→ DATA SUPPLIED:

##########

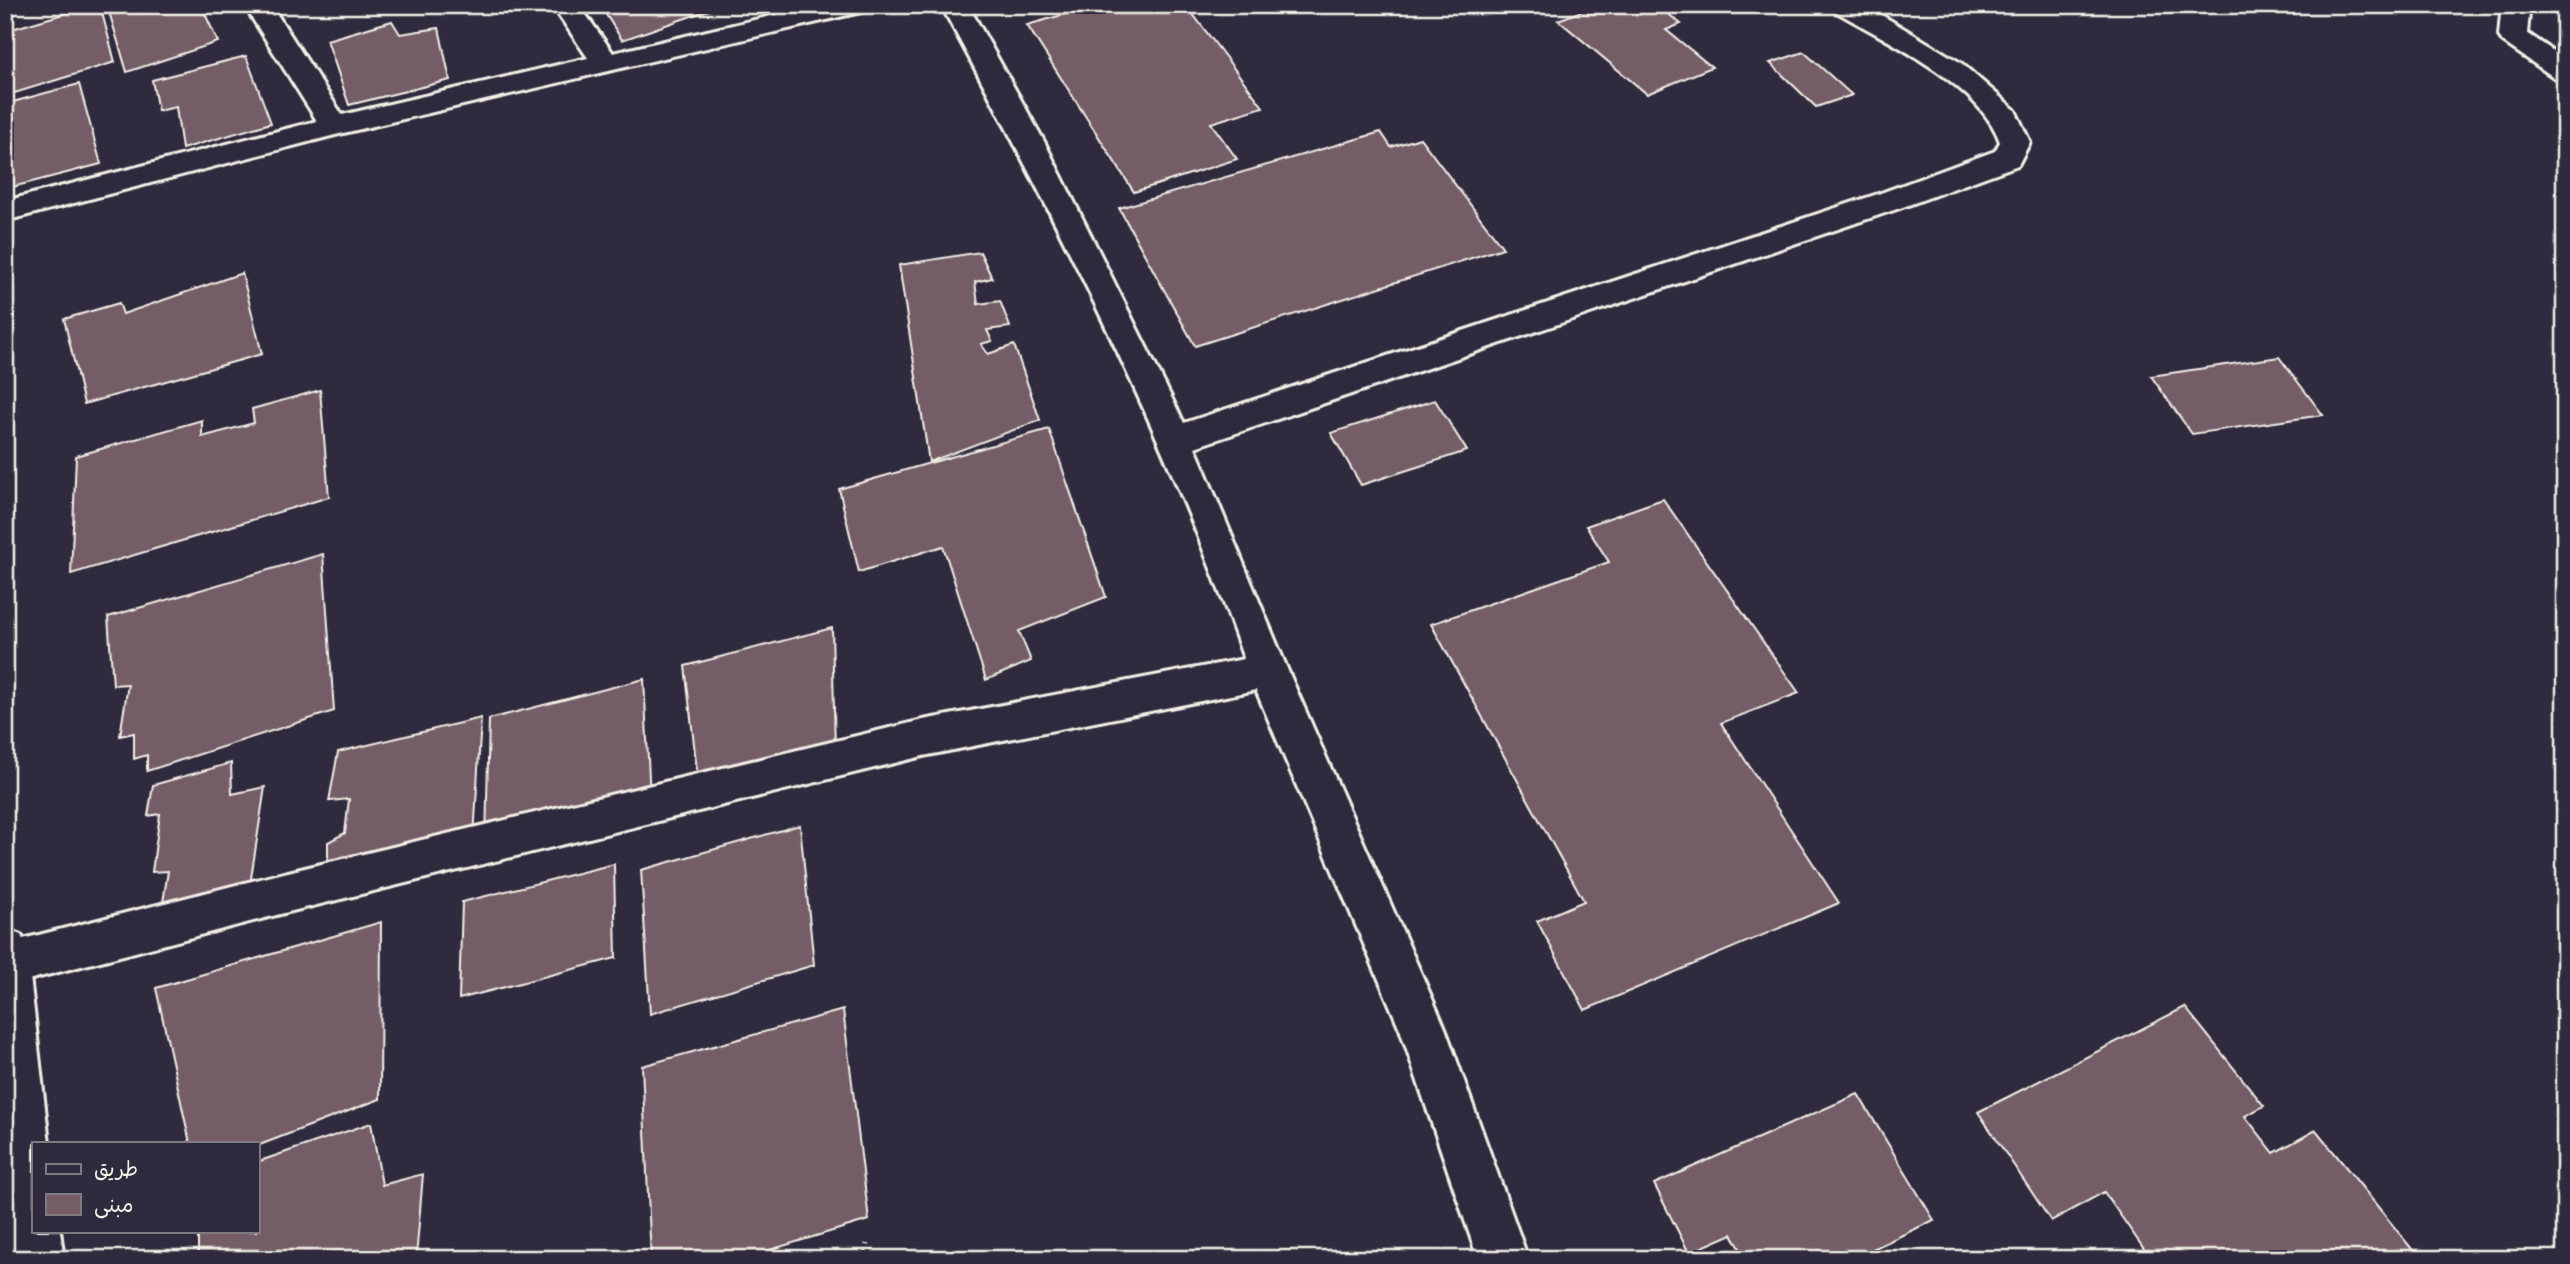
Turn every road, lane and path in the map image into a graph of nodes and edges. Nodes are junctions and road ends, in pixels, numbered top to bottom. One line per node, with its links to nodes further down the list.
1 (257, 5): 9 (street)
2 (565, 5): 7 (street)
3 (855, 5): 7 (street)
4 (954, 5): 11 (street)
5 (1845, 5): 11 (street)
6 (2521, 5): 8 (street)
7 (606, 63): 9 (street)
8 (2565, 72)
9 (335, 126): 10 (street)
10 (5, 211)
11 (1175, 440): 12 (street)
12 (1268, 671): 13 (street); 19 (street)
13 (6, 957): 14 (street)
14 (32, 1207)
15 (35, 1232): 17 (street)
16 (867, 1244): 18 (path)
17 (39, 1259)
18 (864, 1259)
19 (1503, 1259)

##########

→ ASSIGNMENT: Transcribe all of the data above exactly; no picture belongs in the copy.

→ RESULT:
Turn every road, lane and path in the map image into a graph of nodes and edges. Nodes are junctions and road ends, in pixels, numbered top to bottom. One line per node, with its links to nodes further down the list.
1 (257, 5): 9 (street)
2 (565, 5): 7 (street)
3 (855, 5): 7 (street)
4 (954, 5): 11 (street)
5 (1845, 5): 11 (street)
6 (2521, 5): 8 (street)
7 (606, 63): 9 (street)
8 (2565, 72)
9 (335, 126): 10 (street)
10 (5, 211)
11 (1175, 440): 12 (street)
12 (1268, 671): 13 (street); 19 (street)
13 (6, 957): 14 (street)
14 (32, 1207)
15 (35, 1232): 17 (street)
16 (867, 1244): 18 (path)
17 (39, 1259)
18 (864, 1259)
19 (1503, 1259)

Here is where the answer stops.